## Your objective
Find the string "الأدب" in the records. Copy every line it appears in.

Segment Start: Provided information

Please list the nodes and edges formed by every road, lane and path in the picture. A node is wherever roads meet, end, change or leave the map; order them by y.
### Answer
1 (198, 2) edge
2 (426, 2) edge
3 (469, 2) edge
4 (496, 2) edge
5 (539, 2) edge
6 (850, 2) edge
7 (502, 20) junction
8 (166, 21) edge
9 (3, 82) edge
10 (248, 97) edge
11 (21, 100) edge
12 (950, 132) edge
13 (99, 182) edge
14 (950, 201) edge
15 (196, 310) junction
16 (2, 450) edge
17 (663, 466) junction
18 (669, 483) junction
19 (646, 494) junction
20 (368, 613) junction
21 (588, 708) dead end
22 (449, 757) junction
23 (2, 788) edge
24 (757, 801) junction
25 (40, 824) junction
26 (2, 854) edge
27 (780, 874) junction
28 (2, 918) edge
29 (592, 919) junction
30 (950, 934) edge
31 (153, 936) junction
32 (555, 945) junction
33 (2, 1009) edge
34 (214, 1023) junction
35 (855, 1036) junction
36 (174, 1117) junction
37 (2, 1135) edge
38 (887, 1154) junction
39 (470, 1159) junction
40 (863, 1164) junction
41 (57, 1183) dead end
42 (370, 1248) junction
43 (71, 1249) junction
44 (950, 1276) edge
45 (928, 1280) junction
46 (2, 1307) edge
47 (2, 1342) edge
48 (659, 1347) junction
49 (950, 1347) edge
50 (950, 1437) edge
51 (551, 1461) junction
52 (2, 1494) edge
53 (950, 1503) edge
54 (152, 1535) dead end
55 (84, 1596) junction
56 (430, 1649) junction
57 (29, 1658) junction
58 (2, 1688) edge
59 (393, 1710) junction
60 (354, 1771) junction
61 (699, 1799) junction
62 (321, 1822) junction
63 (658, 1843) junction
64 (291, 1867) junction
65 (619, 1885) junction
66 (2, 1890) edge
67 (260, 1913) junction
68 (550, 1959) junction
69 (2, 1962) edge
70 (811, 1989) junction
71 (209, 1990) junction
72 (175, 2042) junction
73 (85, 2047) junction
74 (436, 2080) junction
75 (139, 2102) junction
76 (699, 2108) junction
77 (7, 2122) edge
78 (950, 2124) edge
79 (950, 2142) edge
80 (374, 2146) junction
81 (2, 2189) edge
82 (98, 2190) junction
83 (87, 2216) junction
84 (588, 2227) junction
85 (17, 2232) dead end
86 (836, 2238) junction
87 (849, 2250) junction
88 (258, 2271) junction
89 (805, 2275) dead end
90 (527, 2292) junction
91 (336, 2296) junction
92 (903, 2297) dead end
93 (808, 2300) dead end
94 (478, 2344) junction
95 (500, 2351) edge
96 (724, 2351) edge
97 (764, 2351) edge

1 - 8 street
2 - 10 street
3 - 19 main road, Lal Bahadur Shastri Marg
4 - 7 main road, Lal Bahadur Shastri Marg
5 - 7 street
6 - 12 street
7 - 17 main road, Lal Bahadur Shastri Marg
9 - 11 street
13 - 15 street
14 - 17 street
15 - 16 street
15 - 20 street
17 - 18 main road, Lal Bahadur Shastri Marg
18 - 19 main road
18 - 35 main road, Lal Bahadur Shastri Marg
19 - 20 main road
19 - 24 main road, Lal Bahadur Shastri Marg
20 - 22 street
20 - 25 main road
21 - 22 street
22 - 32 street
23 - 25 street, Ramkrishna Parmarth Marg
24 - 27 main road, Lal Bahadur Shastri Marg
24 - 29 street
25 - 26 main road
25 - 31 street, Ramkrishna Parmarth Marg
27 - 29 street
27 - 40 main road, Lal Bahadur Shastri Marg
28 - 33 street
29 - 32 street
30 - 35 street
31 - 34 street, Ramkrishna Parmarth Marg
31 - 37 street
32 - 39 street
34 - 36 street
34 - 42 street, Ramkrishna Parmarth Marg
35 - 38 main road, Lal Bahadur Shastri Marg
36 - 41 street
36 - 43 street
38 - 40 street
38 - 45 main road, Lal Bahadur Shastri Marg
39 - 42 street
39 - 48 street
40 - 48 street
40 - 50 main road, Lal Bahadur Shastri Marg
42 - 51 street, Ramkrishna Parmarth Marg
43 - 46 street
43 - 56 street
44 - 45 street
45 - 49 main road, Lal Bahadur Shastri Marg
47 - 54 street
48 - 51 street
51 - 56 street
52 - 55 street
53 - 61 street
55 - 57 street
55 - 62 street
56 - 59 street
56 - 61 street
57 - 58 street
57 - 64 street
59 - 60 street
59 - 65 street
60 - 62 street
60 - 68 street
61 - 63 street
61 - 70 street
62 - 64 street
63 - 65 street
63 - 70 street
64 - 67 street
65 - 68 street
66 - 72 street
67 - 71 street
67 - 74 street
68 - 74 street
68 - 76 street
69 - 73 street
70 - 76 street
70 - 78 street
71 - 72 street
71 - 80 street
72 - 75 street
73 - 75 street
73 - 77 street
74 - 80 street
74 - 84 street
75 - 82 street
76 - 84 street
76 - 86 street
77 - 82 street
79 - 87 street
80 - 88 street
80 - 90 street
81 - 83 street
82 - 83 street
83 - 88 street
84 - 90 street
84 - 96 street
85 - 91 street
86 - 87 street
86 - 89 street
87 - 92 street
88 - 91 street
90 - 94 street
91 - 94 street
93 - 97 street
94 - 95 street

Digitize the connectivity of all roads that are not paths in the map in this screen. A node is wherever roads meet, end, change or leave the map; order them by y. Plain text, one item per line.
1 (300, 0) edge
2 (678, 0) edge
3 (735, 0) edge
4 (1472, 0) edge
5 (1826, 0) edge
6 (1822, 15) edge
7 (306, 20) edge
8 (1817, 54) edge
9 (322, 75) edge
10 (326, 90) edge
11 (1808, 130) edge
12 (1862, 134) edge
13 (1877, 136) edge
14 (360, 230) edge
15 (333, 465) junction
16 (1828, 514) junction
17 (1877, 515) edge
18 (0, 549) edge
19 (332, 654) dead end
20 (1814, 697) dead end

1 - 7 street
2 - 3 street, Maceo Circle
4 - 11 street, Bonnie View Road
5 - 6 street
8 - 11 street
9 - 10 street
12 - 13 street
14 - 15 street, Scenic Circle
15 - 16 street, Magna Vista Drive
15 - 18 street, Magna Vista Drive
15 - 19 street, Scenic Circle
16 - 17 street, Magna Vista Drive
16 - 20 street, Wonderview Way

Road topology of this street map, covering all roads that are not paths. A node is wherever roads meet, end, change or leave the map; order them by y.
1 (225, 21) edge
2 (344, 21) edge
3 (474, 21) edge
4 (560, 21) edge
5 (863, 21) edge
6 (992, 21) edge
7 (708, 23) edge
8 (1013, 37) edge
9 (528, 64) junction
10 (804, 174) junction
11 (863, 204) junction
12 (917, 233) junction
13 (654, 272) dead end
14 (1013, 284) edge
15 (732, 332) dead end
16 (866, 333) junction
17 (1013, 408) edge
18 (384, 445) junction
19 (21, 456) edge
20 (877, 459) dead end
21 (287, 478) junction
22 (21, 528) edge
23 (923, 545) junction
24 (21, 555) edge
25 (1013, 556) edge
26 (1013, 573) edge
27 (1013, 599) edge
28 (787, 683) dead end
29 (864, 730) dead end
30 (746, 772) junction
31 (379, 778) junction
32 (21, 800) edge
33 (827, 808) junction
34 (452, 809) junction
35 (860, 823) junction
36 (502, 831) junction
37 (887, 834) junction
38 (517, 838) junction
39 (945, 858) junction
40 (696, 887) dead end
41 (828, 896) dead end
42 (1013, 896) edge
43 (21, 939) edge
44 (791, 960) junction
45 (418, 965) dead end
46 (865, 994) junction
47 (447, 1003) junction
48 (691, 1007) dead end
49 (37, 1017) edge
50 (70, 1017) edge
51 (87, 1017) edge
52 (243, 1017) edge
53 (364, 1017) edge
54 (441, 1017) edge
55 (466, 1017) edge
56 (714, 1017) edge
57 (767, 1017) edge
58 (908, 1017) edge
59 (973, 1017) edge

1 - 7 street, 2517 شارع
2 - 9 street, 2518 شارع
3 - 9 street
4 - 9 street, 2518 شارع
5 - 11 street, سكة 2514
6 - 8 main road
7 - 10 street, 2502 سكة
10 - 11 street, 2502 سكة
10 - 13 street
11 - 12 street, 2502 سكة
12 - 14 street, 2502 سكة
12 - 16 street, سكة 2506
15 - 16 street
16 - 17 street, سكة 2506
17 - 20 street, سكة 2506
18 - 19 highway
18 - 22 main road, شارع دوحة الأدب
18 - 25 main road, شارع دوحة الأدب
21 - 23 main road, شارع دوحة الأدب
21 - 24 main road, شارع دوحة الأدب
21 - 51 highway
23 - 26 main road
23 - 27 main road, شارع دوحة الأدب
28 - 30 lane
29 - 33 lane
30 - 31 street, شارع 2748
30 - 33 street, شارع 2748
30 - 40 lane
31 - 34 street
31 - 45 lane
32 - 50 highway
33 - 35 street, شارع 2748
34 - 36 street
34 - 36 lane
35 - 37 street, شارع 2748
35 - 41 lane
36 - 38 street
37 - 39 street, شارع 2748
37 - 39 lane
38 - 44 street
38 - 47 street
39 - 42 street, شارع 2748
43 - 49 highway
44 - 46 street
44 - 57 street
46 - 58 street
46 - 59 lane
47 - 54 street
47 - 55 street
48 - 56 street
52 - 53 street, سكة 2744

Segment End: Provided information

## Finished task
18 - 22 main road, شارع دوحة الأدب
18 - 25 main road, شارع دوحة الأدب
21 - 23 main road, شارع دوحة الأدب
21 - 24 main road, شارع دوحة الأدب
23 - 27 main road, شارع دوحة الأدب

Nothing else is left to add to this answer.